WHAT THE TASK ASKS :: Repeat the records exactly, minus the pictures.

[Saved entries]
▼

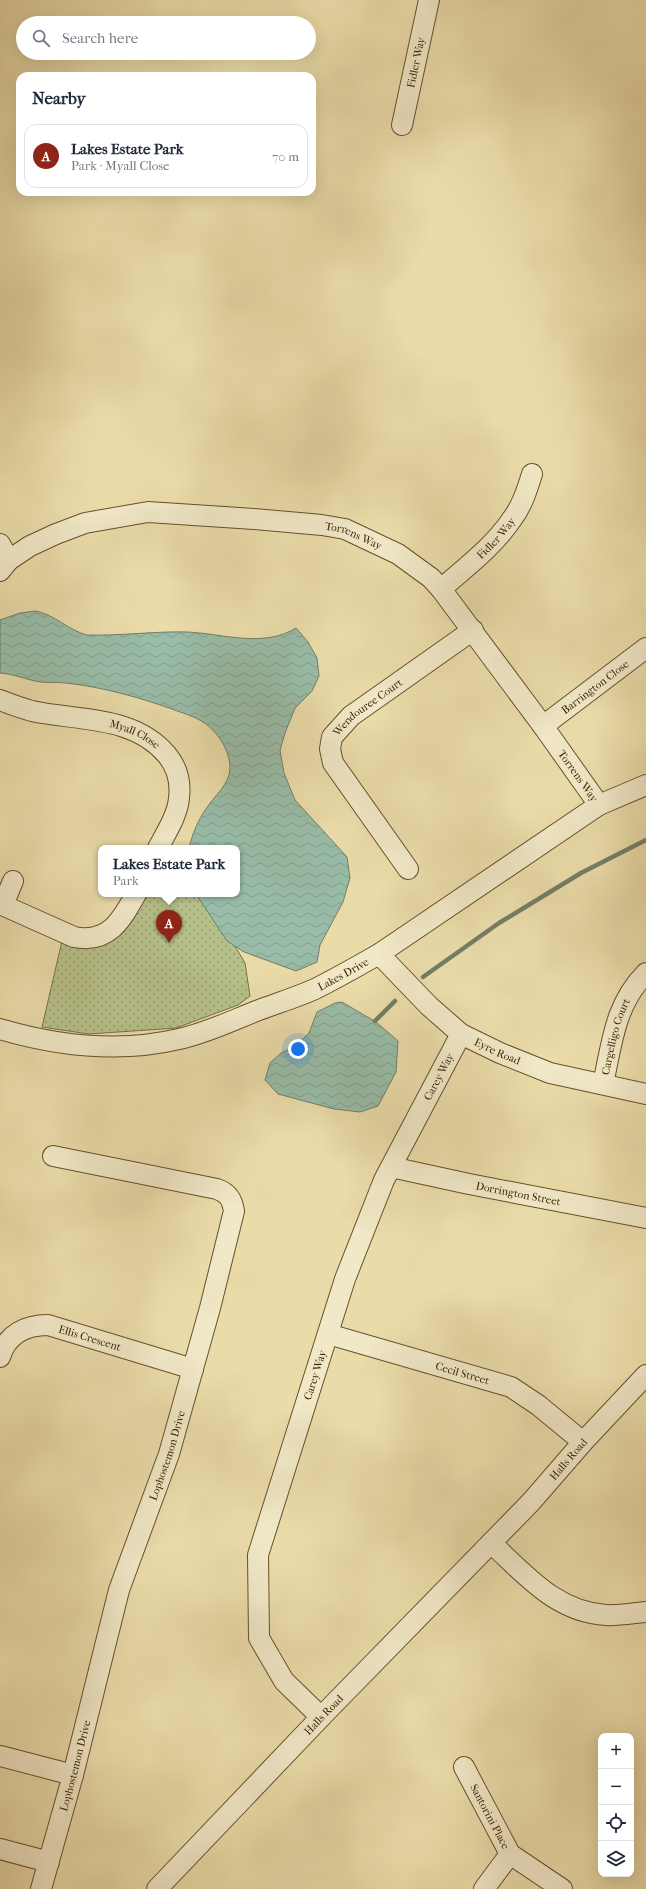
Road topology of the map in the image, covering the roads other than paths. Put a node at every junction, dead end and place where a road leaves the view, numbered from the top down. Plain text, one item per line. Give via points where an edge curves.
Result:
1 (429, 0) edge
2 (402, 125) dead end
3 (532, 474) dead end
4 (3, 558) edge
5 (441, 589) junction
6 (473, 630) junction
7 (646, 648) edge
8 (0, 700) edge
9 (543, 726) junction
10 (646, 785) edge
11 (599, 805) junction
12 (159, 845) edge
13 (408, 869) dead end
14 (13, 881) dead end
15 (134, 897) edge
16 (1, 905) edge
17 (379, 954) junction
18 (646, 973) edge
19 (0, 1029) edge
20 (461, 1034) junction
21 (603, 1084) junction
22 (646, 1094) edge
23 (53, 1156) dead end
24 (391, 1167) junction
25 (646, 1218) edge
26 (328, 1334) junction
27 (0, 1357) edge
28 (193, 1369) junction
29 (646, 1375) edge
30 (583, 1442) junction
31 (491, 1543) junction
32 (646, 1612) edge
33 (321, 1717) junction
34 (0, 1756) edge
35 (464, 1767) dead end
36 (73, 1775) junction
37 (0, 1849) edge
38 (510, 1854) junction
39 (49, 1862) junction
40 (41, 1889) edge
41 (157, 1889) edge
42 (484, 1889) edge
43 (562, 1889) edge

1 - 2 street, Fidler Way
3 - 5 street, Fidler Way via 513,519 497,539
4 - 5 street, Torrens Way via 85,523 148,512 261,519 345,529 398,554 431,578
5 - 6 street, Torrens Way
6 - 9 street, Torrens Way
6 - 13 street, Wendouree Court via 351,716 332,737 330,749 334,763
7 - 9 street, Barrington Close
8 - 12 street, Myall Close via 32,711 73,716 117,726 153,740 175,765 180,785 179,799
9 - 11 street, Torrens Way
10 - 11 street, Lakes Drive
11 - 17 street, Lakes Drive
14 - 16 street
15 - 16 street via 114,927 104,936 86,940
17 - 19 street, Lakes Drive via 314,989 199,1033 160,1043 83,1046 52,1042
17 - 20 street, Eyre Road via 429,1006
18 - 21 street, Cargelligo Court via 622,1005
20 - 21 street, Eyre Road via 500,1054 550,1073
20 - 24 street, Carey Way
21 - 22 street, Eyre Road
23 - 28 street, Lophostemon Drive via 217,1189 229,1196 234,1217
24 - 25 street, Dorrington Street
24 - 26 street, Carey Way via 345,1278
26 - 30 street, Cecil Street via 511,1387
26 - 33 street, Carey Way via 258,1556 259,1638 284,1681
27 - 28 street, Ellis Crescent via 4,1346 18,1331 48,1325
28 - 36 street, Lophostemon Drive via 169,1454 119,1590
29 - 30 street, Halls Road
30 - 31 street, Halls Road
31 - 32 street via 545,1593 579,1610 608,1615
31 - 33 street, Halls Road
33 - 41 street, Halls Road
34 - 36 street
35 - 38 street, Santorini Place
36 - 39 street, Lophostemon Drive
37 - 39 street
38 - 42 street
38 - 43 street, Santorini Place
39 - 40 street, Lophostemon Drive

▲

OUTPUT ::
Road topology of the map in the image, covering the roads other than paths. Put a node at every junction, dead end and place where a road leaves the view, numbered from the top down. Plain text, one item per line. Give via points where an edge curves.
Result:
1 (429, 0) edge
2 (402, 125) dead end
3 (532, 474) dead end
4 (3, 558) edge
5 (441, 589) junction
6 (473, 630) junction
7 (646, 648) edge
8 (0, 700) edge
9 (543, 726) junction
10 (646, 785) edge
11 (599, 805) junction
12 (159, 845) edge
13 (408, 869) dead end
14 (13, 881) dead end
15 (134, 897) edge
16 (1, 905) edge
17 (379, 954) junction
18 (646, 973) edge
19 (0, 1029) edge
20 (461, 1034) junction
21 (603, 1084) junction
22 (646, 1094) edge
23 (53, 1156) dead end
24 (391, 1167) junction
25 (646, 1218) edge
26 (328, 1334) junction
27 (0, 1357) edge
28 (193, 1369) junction
29 (646, 1375) edge
30 (583, 1442) junction
31 (491, 1543) junction
32 (646, 1612) edge
33 (321, 1717) junction
34 (0, 1756) edge
35 (464, 1767) dead end
36 (73, 1775) junction
37 (0, 1849) edge
38 (510, 1854) junction
39 (49, 1862) junction
40 (41, 1889) edge
41 (157, 1889) edge
42 (484, 1889) edge
43 (562, 1889) edge

1 - 2 street, Fidler Way
3 - 5 street, Fidler Way via 513,519 497,539
4 - 5 street, Torrens Way via 85,523 148,512 261,519 345,529 398,554 431,578
5 - 6 street, Torrens Way
6 - 9 street, Torrens Way
6 - 13 street, Wendouree Court via 351,716 332,737 330,749 334,763
7 - 9 street, Barrington Close
8 - 12 street, Myall Close via 32,711 73,716 117,726 153,740 175,765 180,785 179,799
9 - 11 street, Torrens Way
10 - 11 street, Lakes Drive
11 - 17 street, Lakes Drive
14 - 16 street
15 - 16 street via 114,927 104,936 86,940
17 - 19 street, Lakes Drive via 314,989 199,1033 160,1043 83,1046 52,1042
17 - 20 street, Eyre Road via 429,1006
18 - 21 street, Cargelligo Court via 622,1005
20 - 21 street, Eyre Road via 500,1054 550,1073
20 - 24 street, Carey Way
21 - 22 street, Eyre Road
23 - 28 street, Lophostemon Drive via 217,1189 229,1196 234,1217
24 - 25 street, Dorrington Street
24 - 26 street, Carey Way via 345,1278
26 - 30 street, Cecil Street via 511,1387
26 - 33 street, Carey Way via 258,1556 259,1638 284,1681
27 - 28 street, Ellis Crescent via 4,1346 18,1331 48,1325
28 - 36 street, Lophostemon Drive via 169,1454 119,1590
29 - 30 street, Halls Road
30 - 31 street, Halls Road
31 - 32 street via 545,1593 579,1610 608,1615
31 - 33 street, Halls Road
33 - 41 street, Halls Road
34 - 36 street
35 - 38 street, Santorini Place
36 - 39 street, Lophostemon Drive
37 - 39 street
38 - 42 street
38 - 43 street, Santorini Place
39 - 40 street, Lophostemon Drive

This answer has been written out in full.